Abstract, BACKGROUND & PURPOSE:
Ultralow doses of naltrexone, a non-selective opioid antagonist, have previously been found to augment acute morphine analgesia and block the development of tolerance to this effect. Since morphine tolerance is dependent on the activity of micro and delta receptors, the present study investigated the effects of ultralow doses of antagonists selective for these receptor types on morphine analgesia and tolerance in tests of thermal and mechanical nociception.
EXPERIMENTAL APPROACH: Effects of intrathecal administration of mu-receptor antagonists, CTOP (0.01 ng) or CTAP (0.001 ng), or a delta-receptor antagonist, naltrindole (0.01 ng), on spinal morphine analgesia and tolerance were evaluated using the tail-flick and paw-pressure tests in rats.
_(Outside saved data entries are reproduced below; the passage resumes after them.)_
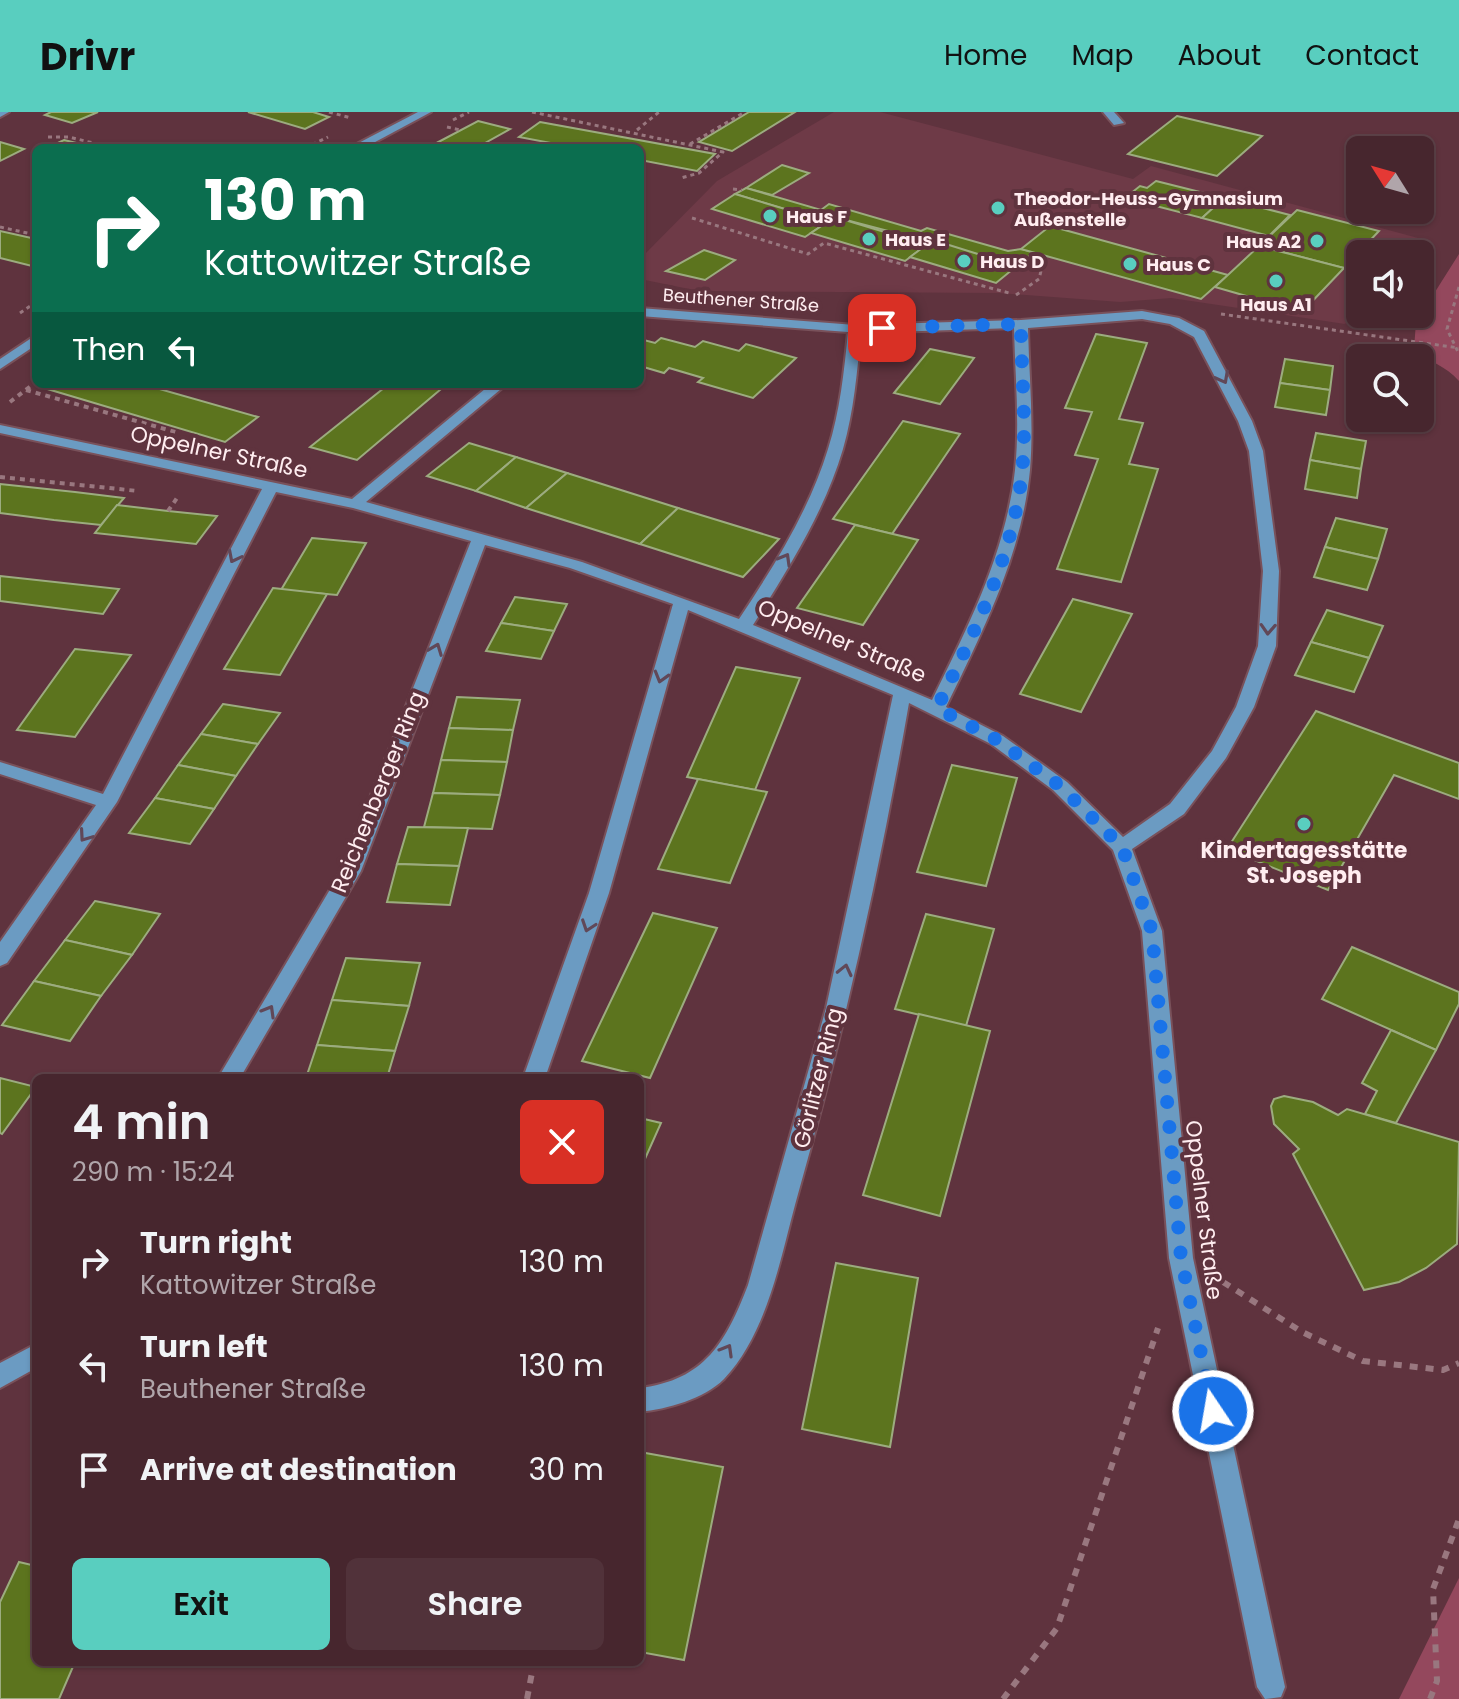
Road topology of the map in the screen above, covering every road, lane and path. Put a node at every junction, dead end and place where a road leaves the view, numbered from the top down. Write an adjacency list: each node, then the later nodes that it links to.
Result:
1 (329, 112): 7 (path)
2 (426, 112): 13 (street)
3 (532, 112): 9 (path)
4 (659, 112): 9 (path)
5 (745, 112): 14 (path)
6 (1108, 112): 8 (street)
7 (360, 121)
8 (1118, 123)
9 (636, 131): 14 (path)
10 (48, 137): 11 (path)
11 (95, 143): 12 (path)
12 (99, 144)
13 (363, 144)
14 (689, 144): 15 (path)
15 (681, 178)
16 (733, 189): 17 (path)
17 (742, 190)
18 (692, 218): 21 (path)
19 (0, 227): 20 (path)
20 (32, 234)
21 (1023, 261)
22 (1459, 287): 27 (path)
23 (644, 312): 25 (street, Beuthener Straße)
24 (1021, 324): 25 (street, Beuthener Straße); 47 (street); 50 (street, Beuthener Straße, one-way to 50)
25 (855, 329): 45 (street, one-way to 25)
26 (32, 342): 28 (street)
27 (1459, 354)
28 (0, 365)
29 (32, 385): 31 (path)
30 (495, 388): 41 (street)
31 (0, 410)
32 (0, 429): 35 (street, Oppelner Straße)
33 (0, 477): 34 (path)
34 (81, 485): 36 (path); 37 (path)
35 (270, 488): 41 (street, Oppelner Straße); 49 (street, one-way to 49)
36 (75, 492)
37 (149, 493)
38 (163, 496): 39 (path)
39 (177, 498): 40 (path); 42 (path)
40 (191, 501)
41 (355, 504): 43 (street, Oppelner Straße)
42 (168, 511)
43 (480, 537): 44 (street, Oppelner Straße); 52 (street, Reichenberger Ring, one-way to 43)
44 (682, 602): 45 (street, Oppelner Straße); 53 (street, one-way to 53)
45 (744, 625): 46 (street, Oppelner Straße)
46 (902, 692): 47 (street, Oppelner Straße); 59 (street, Görlitzer Ring, one-way to 46)
47 (937, 708): 50 (street, Oppelner Straße)
48 (0, 768): 49 (street)
49 (108, 802): 51 (street, one-way to 51)
50 (1122, 847): 54 (street, Oppelner Straße)
51 (0, 958)
52 (231, 1074)
53 (535, 1074)
54 (1181, 1258): 57 (path); 62 (street, Oppelner Straße)
55 (1162, 1316): 64 (path)
56 (32, 1357): 58 (street)
57 (1459, 1363)
58 (0, 1376)
59 (644, 1400)
60 (1459, 1519): 65 (path)
61 (533, 1666): 63 (path)
62 (1271, 1687)
63 (527, 1699)
64 (1003, 1699)
65 (1430, 1699)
Both micro and delta antagonists augmented analgesia produced by a sub-maximal (5 microg) or maximal (15 microg) dose of morphine. Administration of the antagonists with morphine (15 microg) for 5 days inhibited the progressive decline of analgesia and prevented the loss of morphine potency. In animals exhibiting tolerance to morphine, administration of the antagonists with morphine produced a recovery of the analgesic response and restored morphine potency.
CONCLUSIONS & IMPLICATIONS:
Combining ultralow doses of micro- or delta-receptor antagonists with spinal morphine augmented the acute analgesic effects, inhibited the induction of chronic tolerance and reversed established tolerance. The remarkably similar effects of micro- and delta-opioid receptor antagonists on morphine analgesia and tolerance are interpreted in terms of blockade of the latent excitatory effects of the agonist that limit expression of its full activity.